そのときは何も、父に助けて欲しかった訳ではない。家に連れて帰って欲しいとも、生きていくための金銭を渡せとも、食べ物を恵んで欲しいとも思わなかった。
ただ少しだけ、伝えたかったのである。
母が最期まで、父のことを大好きだったこと。出会えてよかったと言っていたこと。グラツィアーノも父がいてくれたお陰で、母の子供に生まれることが出来たのが嬉しいこと。
それさえ伝えられたのなら、グラツィアーノは他に何も望まなかった。
けれども上品な身なりの父は、最初は憐れむような目でグラツィアーノを見下ろした後、はっと息を呑んだのだ。
『お前は……』
その直後、穢らわしいゴミを見るような目でグラツィアーノを睨み付けると、傍に居た従者らしき男に叫んだ。
『この子供が、私の財布を盗もうとしたぞ!』
『え……』
小さなグラツィアーノは立ち尽くす。父の双眸に浮かんでいたのは、心底からグラツィアーノを疎む感情だった。
『我が屋敷の周辺に、こんな汚い子供がうろついているのは迷惑だ。
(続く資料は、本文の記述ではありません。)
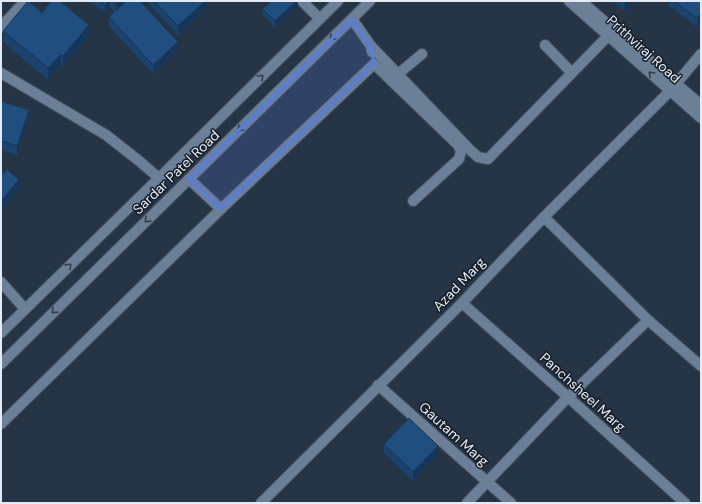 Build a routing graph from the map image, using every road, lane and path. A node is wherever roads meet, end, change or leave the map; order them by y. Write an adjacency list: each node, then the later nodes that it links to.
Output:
1 (25, 1): 9 (street)
2 (302, 1): 7 (street)
3 (338, 1): 7 (street, Sardar Patel Road)
4 (370, 1): 8 (street, Sardar Patel Road)
5 (569, 1): 10 (street, Prithviraj Road)
6 (581, 1): 19 (street, Prithviraj Road)
7 (320, 18): 22 (street, Sardar Patel Road, one-way to 7)
8 (352, 19): 12 (street); 23 (street, Sardar Patel Road, one-way to 23)
9 (1, 27)
10 (608, 36): 17 (street); 19 (street, Prithviraj Road, one-way to 10)
11 (544, 44): 17 (street)
12 (371, 46): 15 (street); 18 (street)
13 (422, 54): 18 (street)
14 (701, 54): 19 (street, Azad Marg)
15 (374, 64): 24 (street); 25 (street)
16 (1, 73): 22 (street)
17 (572, 73): 18 (street)
18 (398, 74)
19 (673, 87): 20 (street, Prithviraj Road); 21 (street, Prithviraj Road); 26 (street, Azad Marg)
20 (701, 105)
21 (701, 118)
22 (159, 178): 29 (street, Sardar Patel Road, one-way to 22)
23 (189, 179): 25 (street); 32 (street, Sardar Patel Road, one-way to 32)
24 (414, 201)
25 (221, 209): 36 (street)
26 (544, 217): 28 (street, Azad Marg); 30 (street)
27 (1, 282): 29 (street)
28 (462, 302): 34 (street, Azad Marg); 35 (street, Panchsheel Marg)
29 (25, 309): 31 (street, Sardar Patel Road)
30 (648, 320): 33 (street); 35 (street)
31 (3, 326)
32 (1, 364)
33 (701, 366)
34 (378, 385): 37 (street, Gautam Marg); 38 (street, Azad Marg)
35 (568, 397): 37 (street); 41 (street, Panchsheel Marg)
36 (2, 422)
37 (487, 482): 39 (street); 40 (street, Gautam Marg)
38 (261, 503)
39 (467, 503)
40 (511, 503)
41 (685, 503) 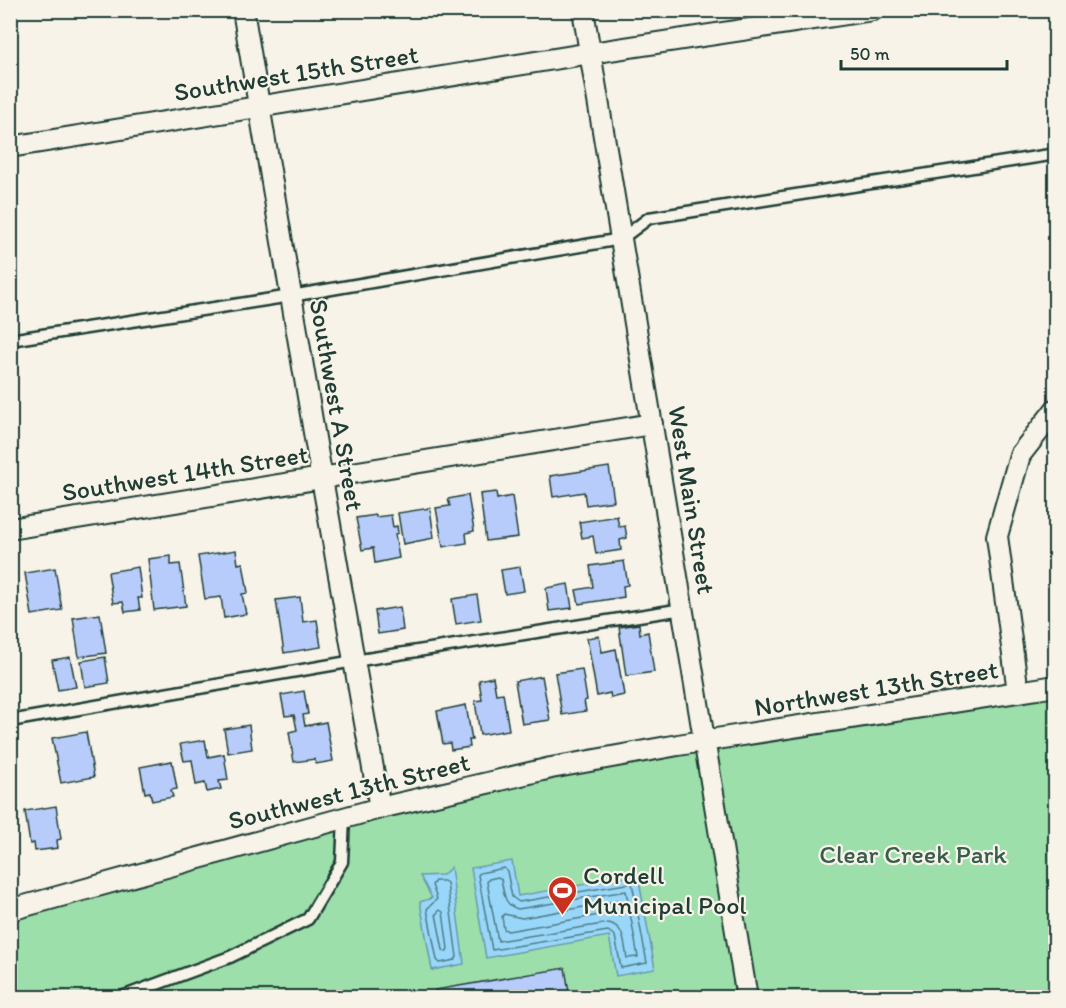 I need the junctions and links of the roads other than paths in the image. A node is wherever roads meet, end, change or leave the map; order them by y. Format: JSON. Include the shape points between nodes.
{"nodes":[{"id":1,"x":243,"y":10,"type":"edge"},
{"id":2,"x":583,"y":10,"type":"edge"},
{"id":3,"x":873,"y":10,"type":"edge"},
{"id":4,"x":591,"y":53,"type":"junction"},
{"id":5,"x":260,"y":107,"type":"junction"},
{"id":6,"x":10,"y":147,"type":"edge"},
{"id":7,"x":1056,"y":154,"type":"edge"},
{"id":8,"x":621,"y":239,"type":"junction"},
{"id":9,"x":291,"y":296,"type":"junction"},
{"id":10,"x":10,"y":340,"type":"edge"},
{"id":11,"x":1056,"y":409,"type":"edge"},
{"id":12,"x":652,"y":424,"type":"junction"},
{"id":13,"x":322,"y":478,"type":"junction"},
{"id":14,"x":10,"y":529,"type":"edge"},
{"id":15,"x":682,"y":609,"type":"junction"},
{"id":16,"x":354,"y":661,"type":"junction"},
{"id":17,"x":1056,"y":686,"type":"edge"},
{"id":18,"x":1018,"y":692,"type":"junction"},
{"id":19,"x":10,"y":721,"type":"edge"},
{"id":20,"x":705,"y":742,"type":"junction"},
{"id":21,"x":380,"y":808,"type":"junction"},
{"id":22,"x":344,"y":818,"type":"junction"},
{"id":23,"x":10,"y":910,"type":"edge"},
{"id":24,"x":119,"y":998,"type":"edge"},
{"id":25,"x":747,"y":998,"type":"edge"}],
"edges":[{"from":1,"to":5,"type":"street","name":"Southwest A Street"},
{"from":2,"to":4,"type":"street","name":"West Main Street"},
{"from":3,"to":4,"type":"street","name":"Southwest 15th Street"},
{"from":4,"to":5,"type":"street","name":"Southwest 15th Street"},
{"from":4,"to":8,"type":"street","name":"West Main Street"},
{"from":5,"to":6,"type":"street","name":"Southwest 15th Street"},
{"from":5,"to":9,"type":"street","name":"Southwest A Street"},
{"from":7,"to":8,"type":"lane","via":[[649,218]]},
{"from":8,"to":9,"type":"lane"},
{"from":8,"to":12,"type":"street","name":"West Main Street"},
{"from":9,"to":10,"type":"lane"},
{"from":9,"to":13,"type":"street","name":"Southwest A Street"},
{"from":11,"to":18,"type":"street","via":[[1020,455],[997,536]]},
{"from":12,"to":13,"type":"street","name":"Southwest 14th Street"},
{"from":12,"to":15,"type":"street","name":"West Main Street"},
{"from":13,"to":14,"type":"street","name":"Southwest 14th Street"},
{"from":13,"to":16,"type":"street","name":"Southwest A Street"},
{"from":15,"to":16,"type":"lane"},
{"from":15,"to":20,"type":"street","name":"West Main Street"},
{"from":16,"to":19,"type":"lane"},
{"from":16,"to":21,"type":"street","name":"Southwest A Street"},
{"from":17,"to":18,"type":"street","name":"Northwest 13th Street"},
{"from":18,"to":20,"type":"street","name":"Northwest 13th Street"},
{"from":20,"to":21,"type":"street","name":"Southwest 13th Street","via":[[551,768]]},
{"from":20,"to":25,"type":"street","name":"West Main Street"},
{"from":21,"to":22,"type":"street","name":"Southwest 13th Street"},
{"from":22,"to":23,"type":"street","name":"Southwest 13th Street"},
{"from":22,"to":24,"type":"lane","via":[[342,862],[308,919],[230,957]]}]} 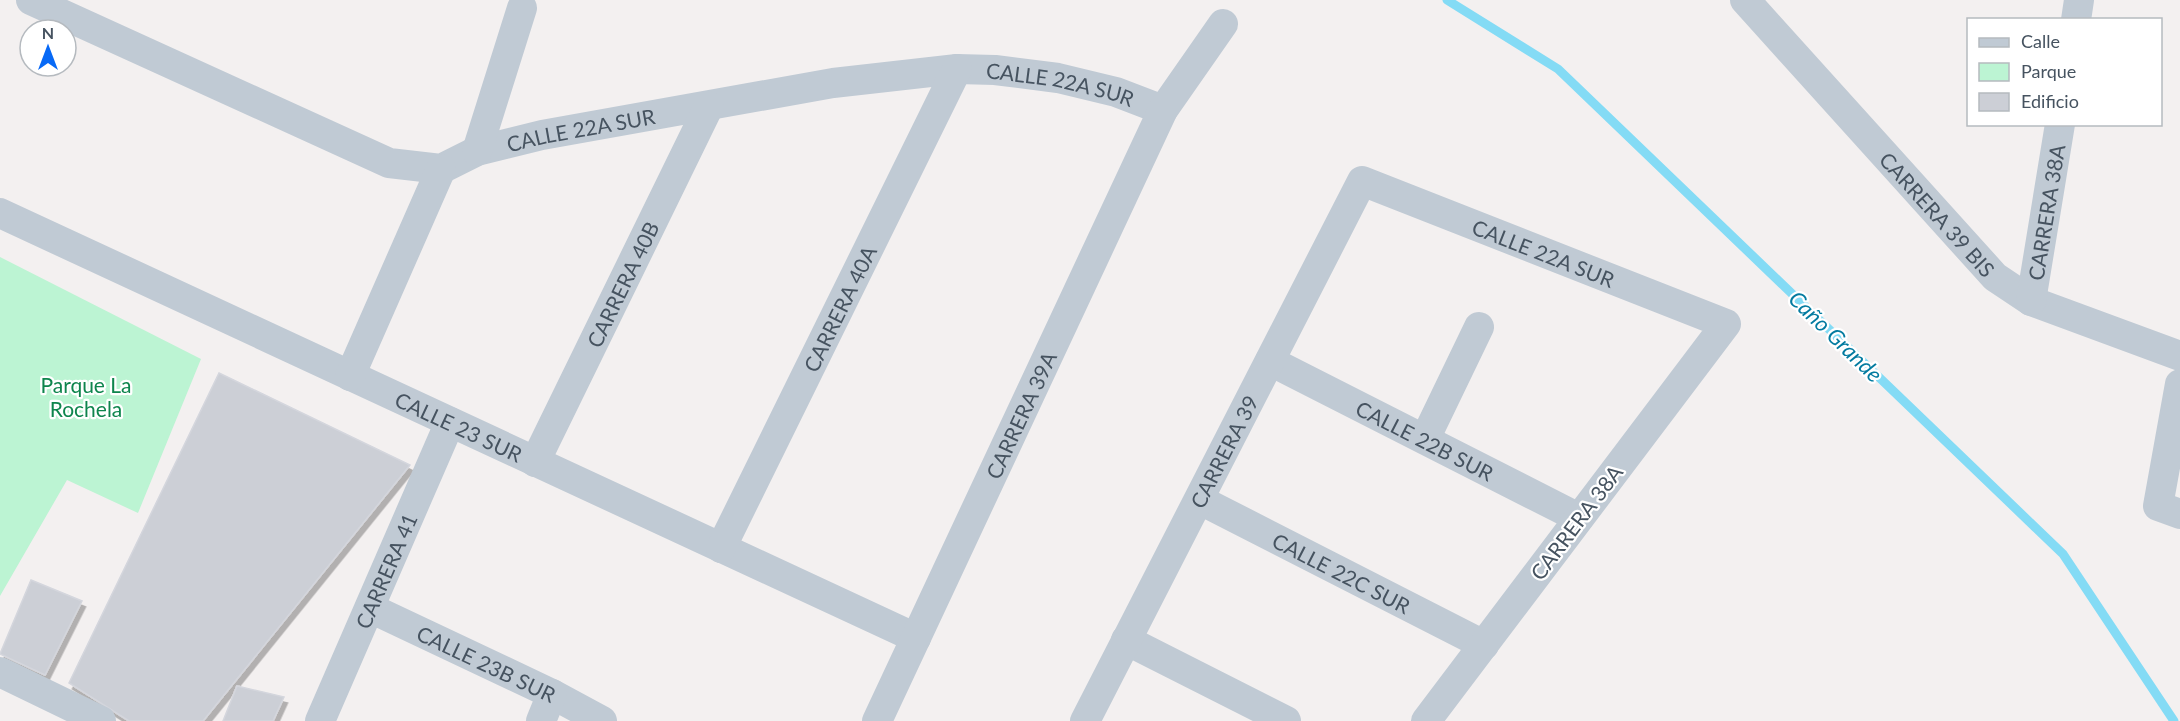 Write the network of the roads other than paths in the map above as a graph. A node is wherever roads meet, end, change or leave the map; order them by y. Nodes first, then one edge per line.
1 (31, 0) edge
2 (1745, 0) edge
3 (2079, 0) edge
4 (522, 8) dead end
5 (2076, 18) edge
6 (1223, 24) dead end
7 (957, 69) junction
8 (709, 106) junction
9 (1163, 110) junction
10 (2060, 126) edge
11 (477, 151) junction
12 (441, 170) junction
13 (1362, 181) joint
14 (0, 213) edge
15 (2031, 301) junction
16 (1726, 324) joint
17 (1479, 327) dead end
18 (2180, 356) edge
19 (1270, 361) junction
20 (350, 376) junction
21 (2180, 384) edge
22 (450, 422) junction
23 (1425, 439) junction
24 (535, 462) junction
25 (1200, 500) junction
26 (2169, 510) edge
27 (1579, 518) junction
28 (721, 548) junction
29 (370, 608) junction
30 (916, 638) junction
31 (1126, 640) junction
32 (1484, 645) junction
33 (0, 672) edge
34 (546, 708) edge
35 (101, 721) edge
36 (320, 721) edge
37 (602, 721) edge
38 (877, 721) edge
39 (1085, 721) edge
40 (1286, 721) edge
41 (1426, 721) edge

1 - 12 street
2 - 15 street, CARRERA 39 BIS
3 - 5 street
4 - 11 street
6 - 9 street, CARRERA 39A
7 - 8 street, CALLE 22A SUR
7 - 9 street, CALLE 22A SUR
7 - 28 street, CARRERA 40A
8 - 11 street, CALLE 22A SUR
8 - 24 street, CARRERA 40B
9 - 30 street, CARRERA 39A
10 - 15 street, CARRERA 38A
11 - 12 street, CALLE 22A SUR
12 - 20 street
13 - 16 street, CALLE 22A SUR
13 - 19 street, CARRERA 39
14 - 20 street, CALLE 23 SUR
15 - 18 street, CARRERA 39 BIS
16 - 27 street, CARRERA 38A
17 - 23 street
19 - 23 street, CALLE 22B SUR
19 - 25 street, CARRERA 39
20 - 22 street, CALLE 23 SUR
21 - 26 street
22 - 24 street, CALLE 23 SUR
22 - 29 street, CARRERA 41
23 - 27 street, CALLE 22B SUR
24 - 28 street, CALLE 23 SUR
25 - 31 street, CARRERA 39
25 - 32 street, CALLE 22C SUR
27 - 32 street, CARRERA 38A
28 - 30 street, CALLE 23 SUR
29 - 34 street, CALLE 23B SUR
29 - 36 street, CARRERA 41
30 - 38 street, CARRERA 39A
31 - 39 street, CARRERA 39
31 - 40 street
32 - 41 street, CARRERA 38A
33 - 35 street
34 - 37 street, CALLE 23B SUR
――ラニエーリ家に遣いを出せ! 貴殿たちの縄張りで盗みを働いている孤児がいる、とな!』
『…………!』
グラツィアーノが住んでいた貧民街も、グラツィアーノの父が生活している場所も、五大ファミリーのひとつであるラニエーリ家の縄張りだ。
ラニエーリ家の構成員は、小さなグラツィアーノを容赦なく折檻した。
グラツィアーノは殺されかけ、命からがらカルヴィーノ家の縄張りまで逃げ出してきたところを、フランチェスカの父に拾われる。
(ここにいるグラツィアーノの口から、全部を詳しく説明された訳じゃないけど……ゲームでグラツィアーノと絆を深めると、イベントでこのことが明かされる。だから、何があったのかは分かってる)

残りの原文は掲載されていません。